The new double-12-inch by Brooklyn’s Mouthus has no title (No Fun). It also has no suggested playing speed, so we tried it at 33, 45 & 78, and also played it backwards. All versions sound pretty good, although we’re currently preferring 45. It’s a little less underwater-sounding than it is at 33, but it maintains a certain energetic edge at that speed we find very captivating.

Definitely a 33 player is Hive Mind’s Cast Through Shallow Earth LP (No Fun). Monolithic in a manner almost suggesting tunefulness at times, this set slowly uncoils itself into a thick length of very krautly design. It’s actually quite akin to some old school slow motion electronics of the Ohr label era. Nicely done. Also nice is Aaron Dilloway’s Chain Shot LP (Throne Heap). Less ambo than some of his more recent work, this one’s a cluttered collage of loops and thumps on metal and/or horns. Gets very crunky towards the end. Which, you’ll have to agree, is a plus.

[audio:http://www.arthurmag.com/magpie/wp-content/uploads/2010/06/Dilloway.mp3%5D
Aaron Dilloway – “Chain Shot (excerpt)”

We NEVER get promos from QBICO anymore (hint, hint), but we did manage to lay hands on a great new LP they released called Early Free-Form Waveforms by Psychatrone Rhonedakk. We’re not sure exactly what the hell this is, but it appears to be an old electronic project that involved Brian Turner, the current program director of WFMU, which is probably the best radio station we’ve ever known. Brian plays very Chrome-ian guitar on one side, the flip is a pure Zolar gloop of electro-whizz. It’s a formidable space jam, champ.

And before we change topics, you have gotten the WFMU program guide anthology, right? It’s called The Best of LCD: The Art and Writing of WFMU-FM 91.1 FM, it’s edited by Dave the Spazz, and it’s published by Princeton Architectural Press. The book is crammed to the nips with great writing, amazing art and cultural detritus of a remarkably diverse nature. Because Mark Newgarden’s bro, David, was the program director when the ‘zine started, they always had an incredible assortment of artists. The stuff here (by Panter, Burns, Clowes, Beyer, etc) is not reprinted anywhere else. The writing’s fine, too—Tosches, Linna, Marshall…a winning selection of the greats, and definitely the bathroom book of the season.

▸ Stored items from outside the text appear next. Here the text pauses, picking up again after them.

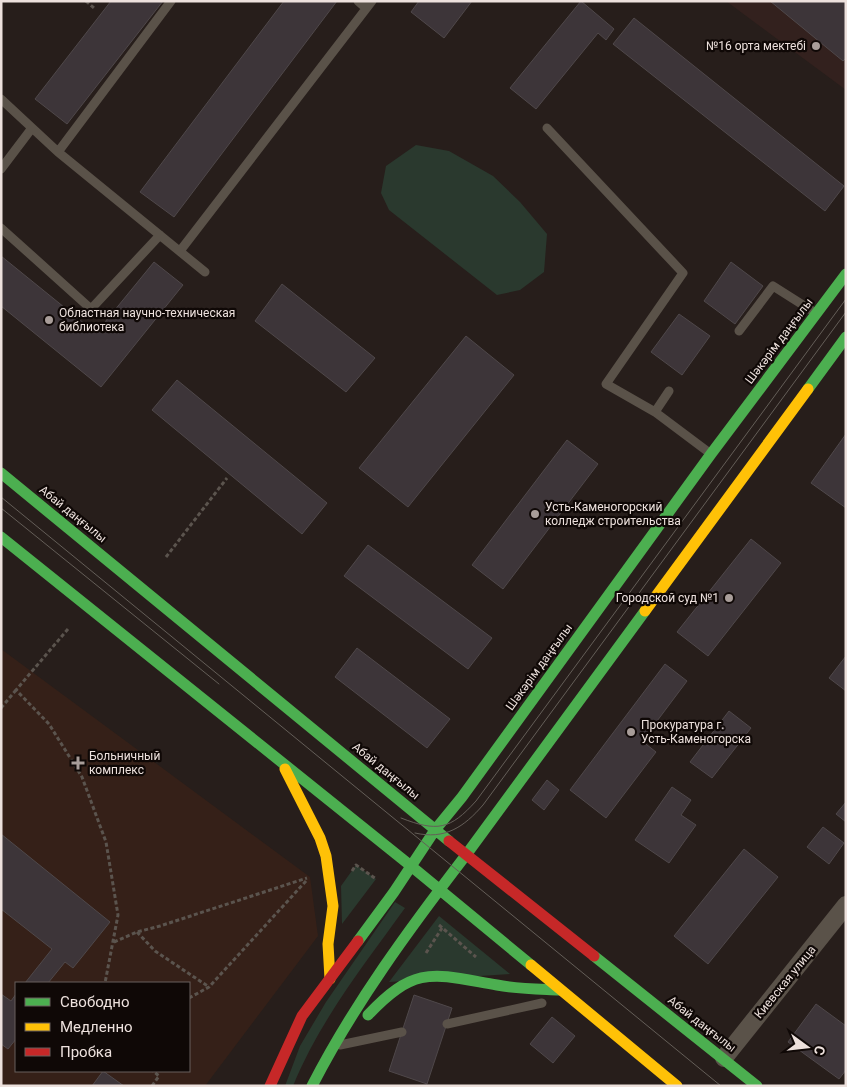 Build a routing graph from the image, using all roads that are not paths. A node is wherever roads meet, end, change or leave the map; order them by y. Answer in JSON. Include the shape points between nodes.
{"nodes":[{"id":1,"x":171,"y":1,"type":"edge"},
{"id":2,"x":358,"y":1,"type":"edge"},
{"id":3,"x":369,"y":5,"type":"edge"},
{"id":4,"x":1,"y":99,"type":"edge"},
{"id":5,"x":32,"y":128,"type":"junction"},
{"id":6,"x":547,"y":128,"type":"dead end"},
{"id":7,"x":58,"y":152,"type":"junction"},
{"id":8,"x":1,"y":169,"type":"edge"},
{"id":9,"x":1,"y":228,"type":"edge"},
{"id":10,"x":160,"y":235,"type":"junction"},
{"id":11,"x":180,"y":251,"type":"junction"},
{"id":12,"x":206,"y":272,"type":"dead end"},
{"id":13,"x":846,"y":274,"type":"edge"},
{"id":14,"x":817,"y":314,"type":"junction"},
{"id":15,"x":739,"y":331,"type":"dead end"},
{"id":16,"x":846,"y":337,"type":"edge"},
{"id":17,"x":669,"y":391,"type":"dead end"},
{"id":18,"x":655,"y":412,"type":"junction"},
{"id":19,"x":711,"y":454,"type":"junction"},
{"id":20,"x":1,"y":473,"type":"edge"},
{"id":21,"x":1,"y":537,"type":"edge"},
{"id":22,"x":283,"y":763,"type":"junction"},
{"id":23,"x":435,"y":830,"type":"junction"},
{"id":24,"x":466,"y":855,"type":"junction"},
{"id":25,"x":411,"y":866,"type":"junction"},
{"id":26,"x":440,"y":890,"type":"junction"},
{"id":27,"x":846,"y":905,"type":"edge"},
{"id":28,"x":330,"y":979,"type":"junction"},
{"id":29,"x":559,"y":990,"type":"junction"},
{"id":30,"x":573,"y":1000,"type":"junction"},
{"id":31,"x":447,"y":1024,"type":"dead end"},
{"id":32,"x":344,"y":1029,"type":"junction"},
{"id":33,"x":402,"y":1032,"type":"dead end"},
{"id":34,"x":332,"y":1046,"type":"junction"},
{"id":35,"x":724,"y":1058,"type":"junction"},
{"id":36,"x":270,"y":1086,"type":"edge"},
{"id":37,"x":312,"y":1086,"type":"edge"},
{"id":38,"x":677,"y":1086,"type":"edge"},
{"id":39,"x":757,"y":1086,"type":"edge"}],
"edges":[{"from":1,"to":7,"type":"lane"},
{"from":2,"to":3,"type":"lane"},
{"from":3,"to":11,"type":"lane"},
{"from":4,"to":5,"type":"lane"},
{"from":5,"to":7,"type":"lane"},
{"from":5,"to":8,"type":"lane"},
{"from":6,"to":18,"type":"lane","via":[[683,273],[606,384]]},
{"from":7,"to":10,"type":"lane"},
{"from":9,"to":10,"type":"lane","via":[[92,309]]},
{"from":10,"to":11,"type":"lane"},
{"from":11,"to":12,"type":"lane"},
{"from":13,"to":14,"type":"main road","name":"Шәкәрім даңғылы"},
{"from":14,"to":15,"type":"lane","via":[[773,286]]},
{"from":14,"to":19,"type":"main road","name":"Шәкәрім даңғылы"},
{"from":16,"to":24,"type":"main road"},
{"from":17,"to":18,"type":"lane"},
{"from":18,"to":19,"type":"lane"},
{"from":19,"to":23,"type":"main road","name":"Шәкәрім даңғылы"},
{"from":20,"to":23,"type":"main road","name":"Абай даңғылы"},
{"from":21,"to":22,"type":"main road"},
{"from":22,"to":25,"type":"main road"},
{"from":22,"to":28,"type":"main road","via":[[326,856],[333,906],[328,944]]},
{"from":23,"to":24,"type":"main road","name":"Абай даңғылы"},
{"from":23,"to":25,"type":"main road","name":"Шәкәрім даңғылы"},
{"from":24,"to":26,"type":"main road"},
{"from":24,"to":35,"type":"main road","name":"Абай даңғылы"},
{"from":25,"to":26,"type":"main road"},
{"from":25,"to":28,"type":"main road","name":"Шәкәрім даңғылы"},
{"from":26,"to":29,"type":"main road"},
{"from":26,"to":32,"type":"main road"},
{"from":27,"to":35,"type":"street","name":"Киевская улица"},
{"from":28,"to":36,"type":"main road","name":"Шәкәрім даңғылы","via":[[302,1016]]},
{"from":29,"to":30,"type":"main road"},
{"from":29,"to":32,"type":"main road","via":[[522,989],[454,975],[421,976],[396,987],[364,1021]]},
{"from":30,"to":31,"type":"lane","via":[[532,1003]]},
{"from":30,"to":38,"type":"main road"},
{"from":32,"to":34,"type":"main road"},
{"from":33,"to":34,"type":"lane"},
{"from":34,"to":37,"type":"main road"},
{"from":35,"to":39,"type":"main road","name":"Абай даңғылы"}]}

It’s possible this one’s been out for a while, but it’s such a massive effort that speediness has very little to do with it. We speak, of course, about Ashtray NavigationsA Monument to British Rock 3 LP set (Smokers Gifts). Originally released on CDR, this vinylization of the sessions is an awesome and gorgeous thing. The band here is Phill Todd, Melanie Crowley, Alex Neilsen and Ben Reynolds (at various points) and the sonics are a sluffy combo of synthesizer camel-toe, guitar of a very Jandekian nature, and the clatter of pencils in a metal cup. Portions of it are utterly brilliant extensions of a very specific kind of post-genre bedroom improvisation, others mine a very classicist post-Hawkwind space-shaft-continuum, others just sound like a mess. Which means this’s a wild, beautiful ride and one well worth taking.

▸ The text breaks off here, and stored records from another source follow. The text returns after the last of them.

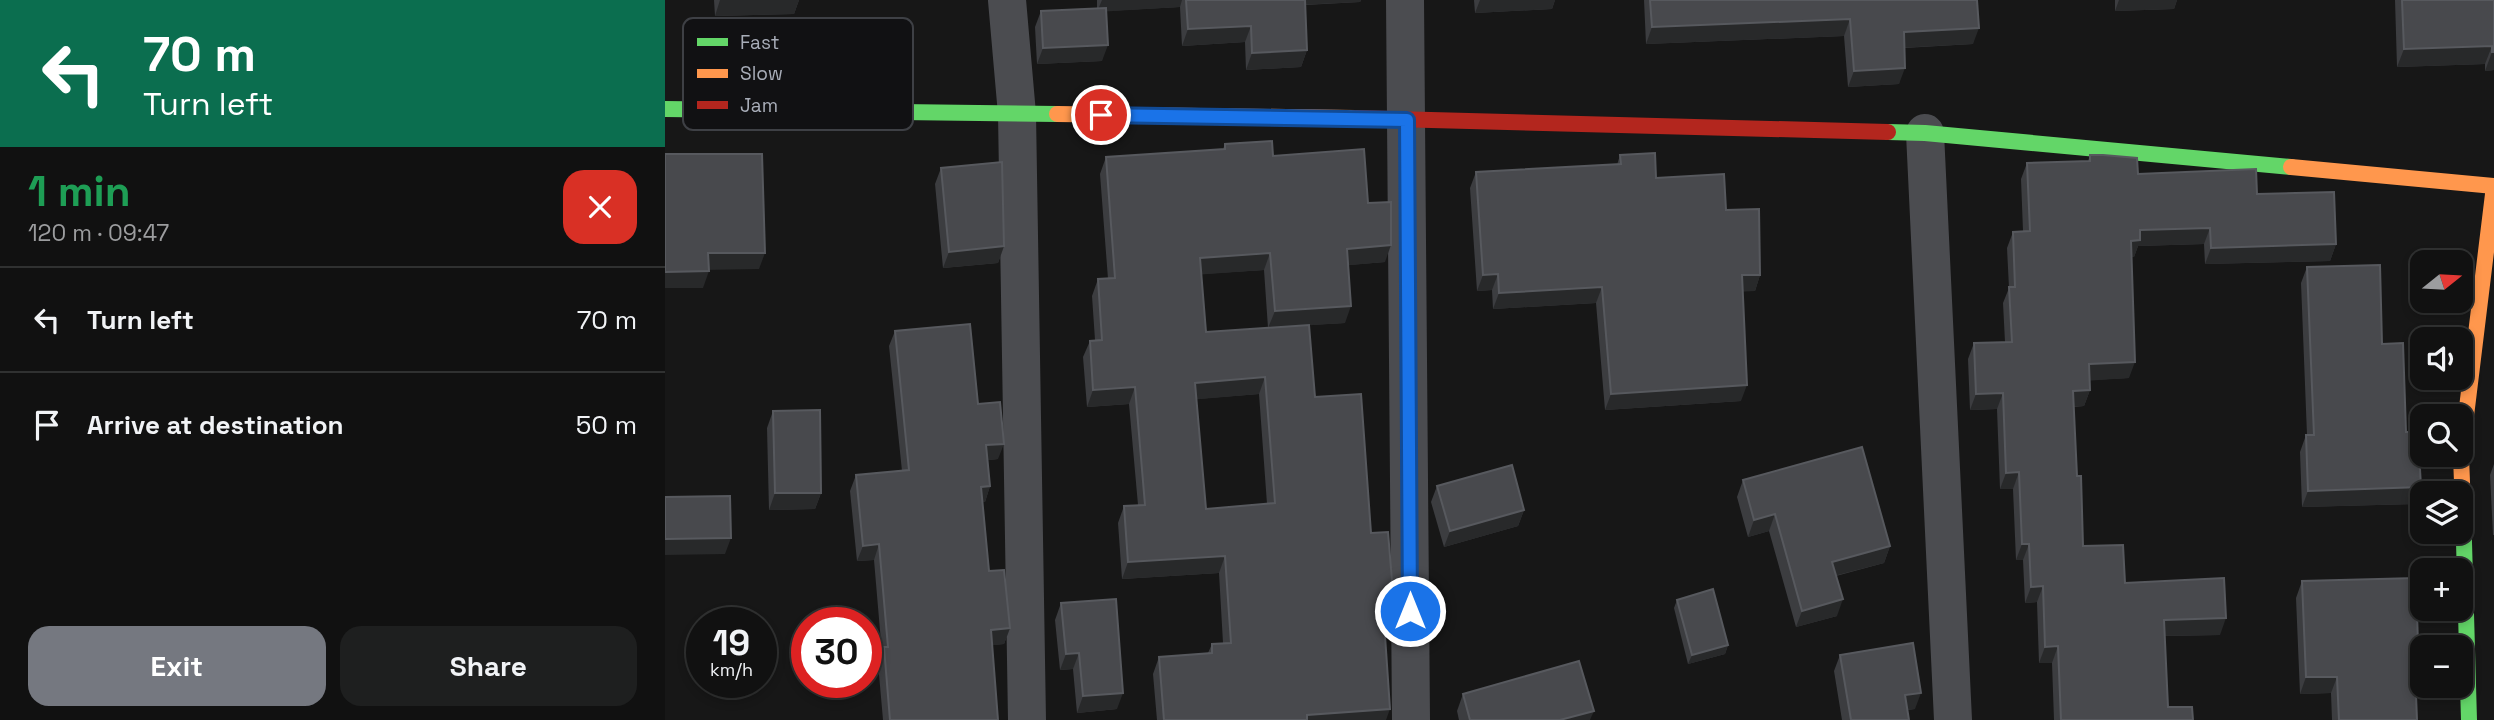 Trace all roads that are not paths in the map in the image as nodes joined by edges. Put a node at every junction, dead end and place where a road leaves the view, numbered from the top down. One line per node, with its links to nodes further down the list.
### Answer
1 (1007, 0): 6 (street)
2 (1405, 0): 7 (street)
3 (665, 109): 4 (street)
4 (683, 109)
5 (913, 113): 6 (street)
6 (1017, 114): 7 (street); 9 (street)
7 (1407, 120): 8 (street); 10 (street)
8 (1925, 132): 11 (street); 12 (street)
9 (1027, 720)
10 (1411, 720)
11 (1953, 720)
12 (2469, 720)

Willie Lane, one of our fave guitarists from the haze-light of New England, and a critical element in the MV/EE Golden Road investigations, relocated to some weird other road in Pennsylvania and we were sad. But now we are brightened! A message beam has been fireflied into our homes via an amazing recording collab betwixt Willie and Grant Acker (gtrist from ex-Siltbreeze lost-art spacialists UN). They are called the Slurp Dogs, the tape is called Postal Licks and it’s on the consistently worthwhile earth-psyche label from Belgium, Sloow Tapes. Real singing amplifier bent note drone wah magic mind music here and all in high order. Super recommended.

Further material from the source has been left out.